MEXICO'S PATH TO EASING DRUG LAWS FACES POTHOLES

Political Challenges Await Bills to Partially Decriminalize Pot

MEXICO CITY - Lawmakers in Mexico introduced bills Thursday that 
would create marijuana dispensaries in the capital and increase the 
amount of the drug people across the country could carry for personal use.
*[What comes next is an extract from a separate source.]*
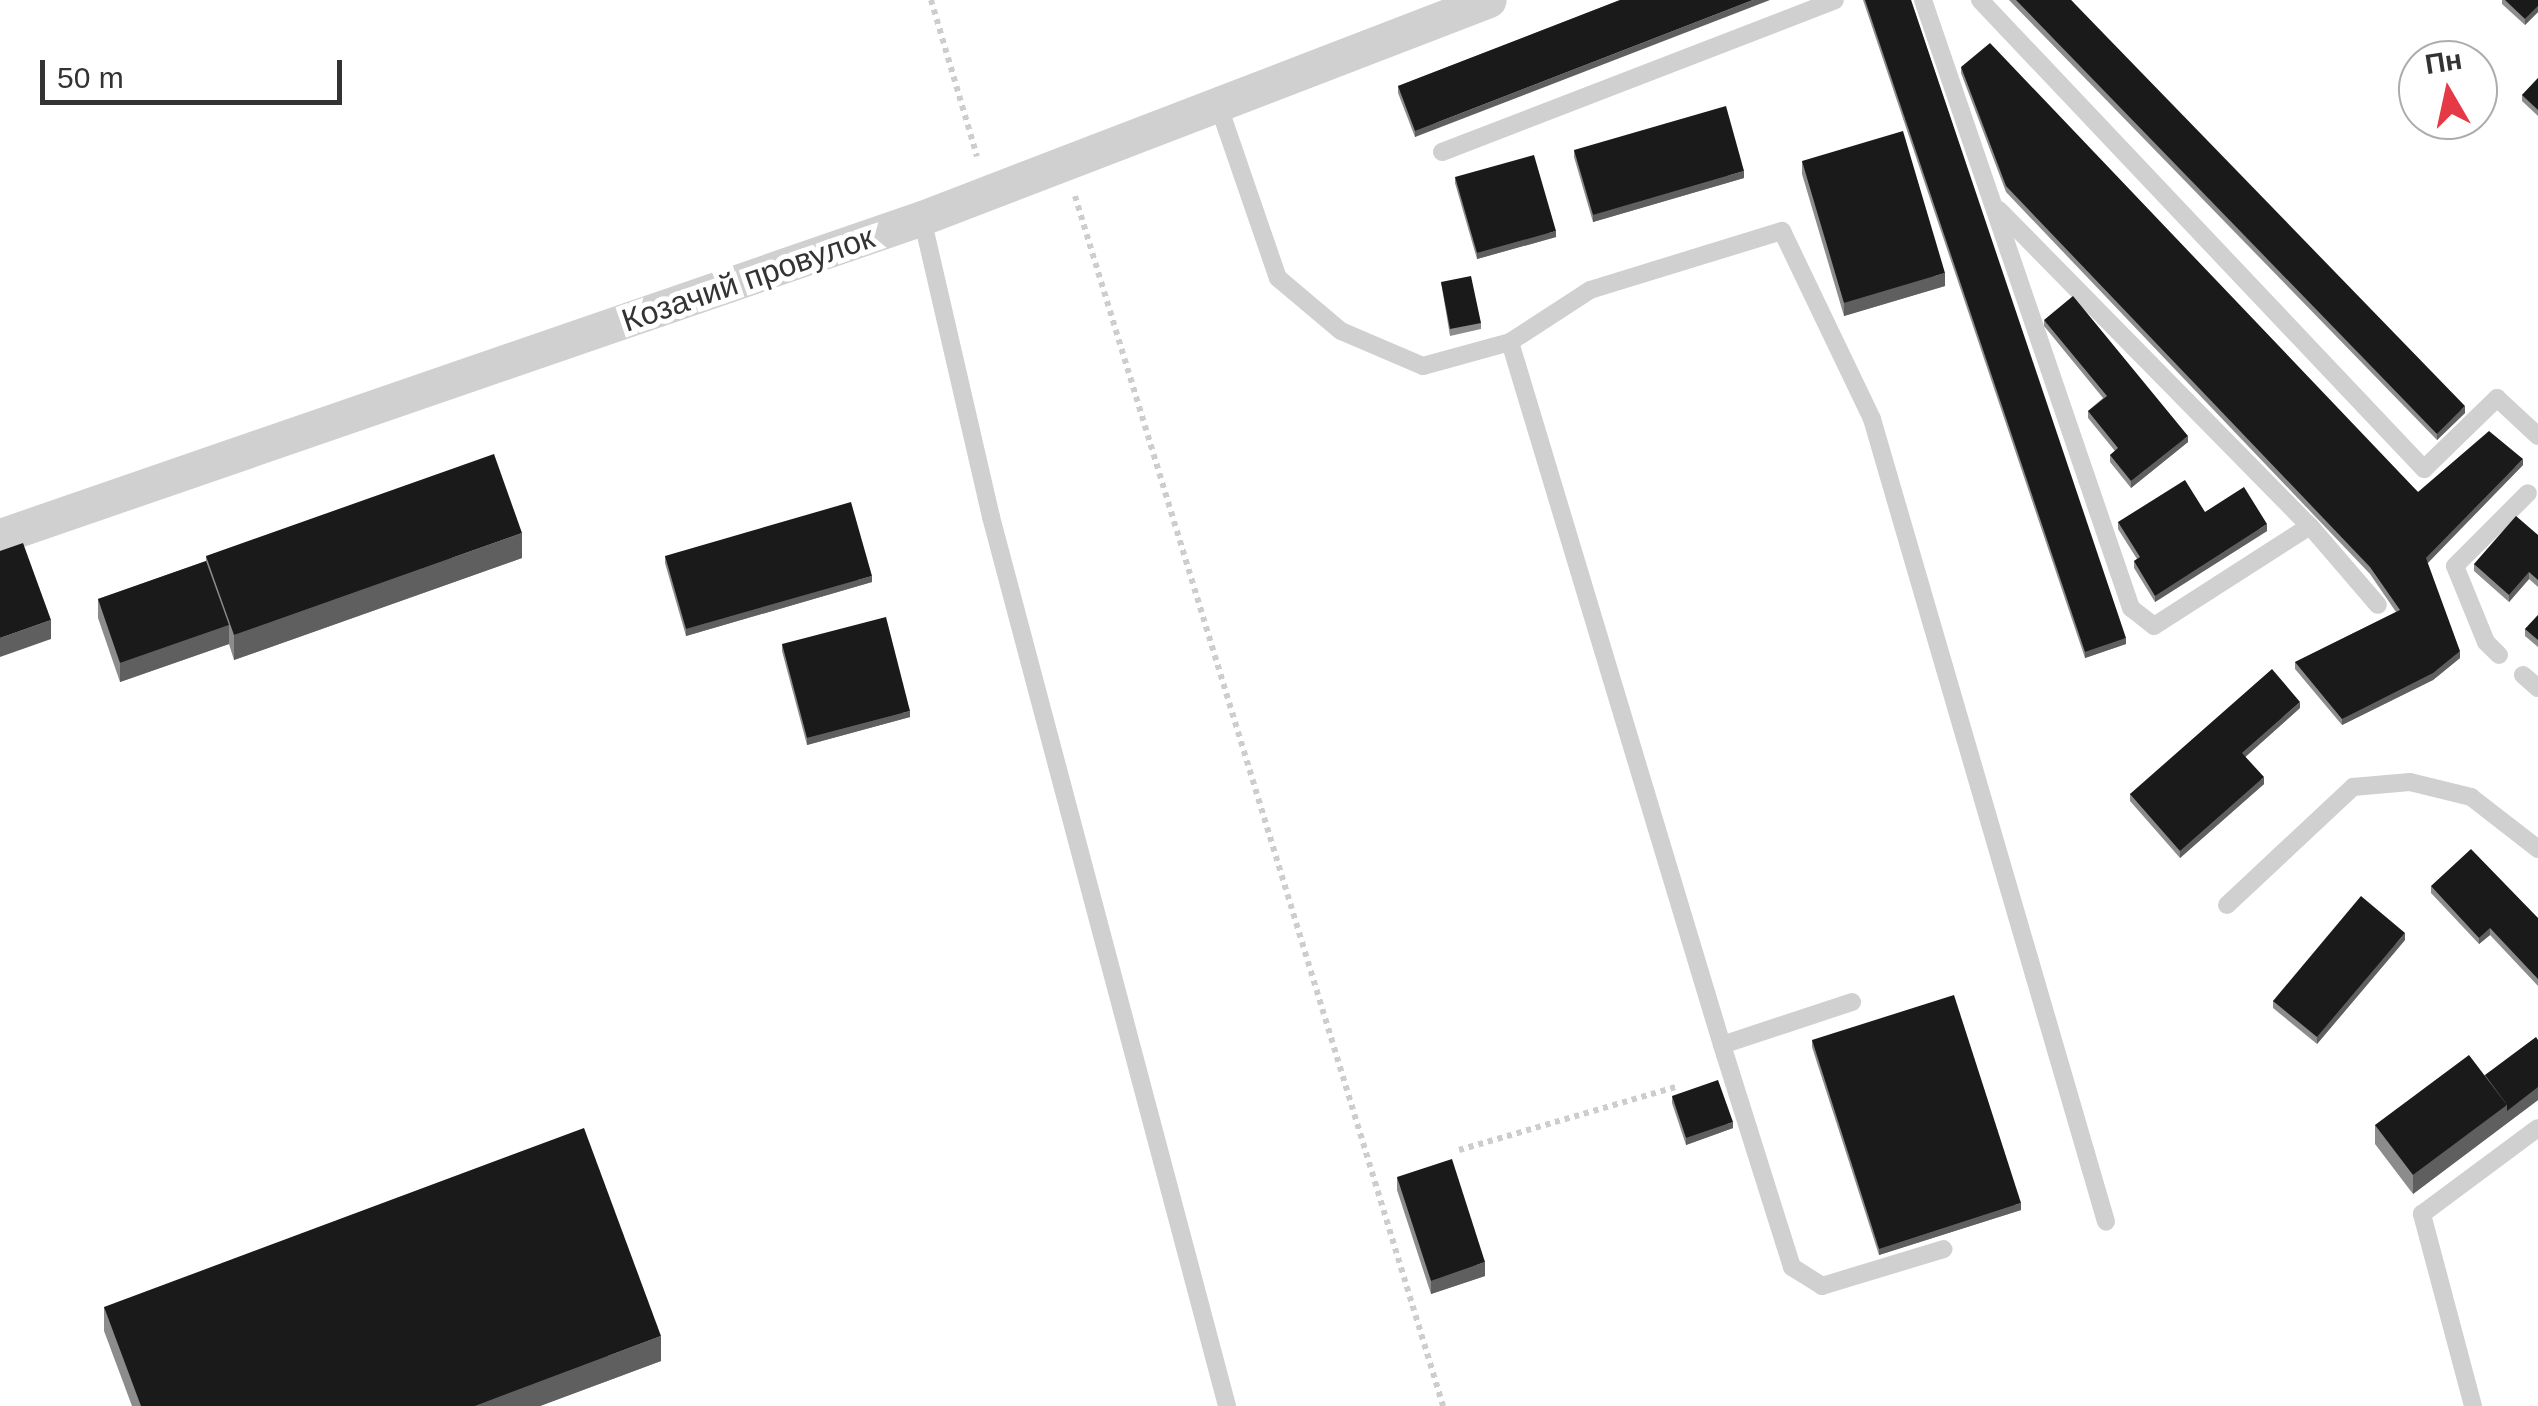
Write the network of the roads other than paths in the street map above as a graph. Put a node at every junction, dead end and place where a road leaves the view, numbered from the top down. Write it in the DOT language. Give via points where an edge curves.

The proposals to Mexico City's Legislative Assembly and the federal 
legislature would amount to a partial decriminalization of marijuana, 
advocates said, not full legalization.

The Mexico City bill would instruct police and judges to deprioritize 
the prosecution of marijuana violations under some circumstances. It 
would create "dissuasion commissions" to which some violators could 
be sent for administrative sanctions, in lieu of the traditional 
criminal court process.

It would also direct the government to designate spaces in the city 
where marijuana could be sold without fear of prosecution under 
certain criteria, including offering consumers warnings about 
potential health risks.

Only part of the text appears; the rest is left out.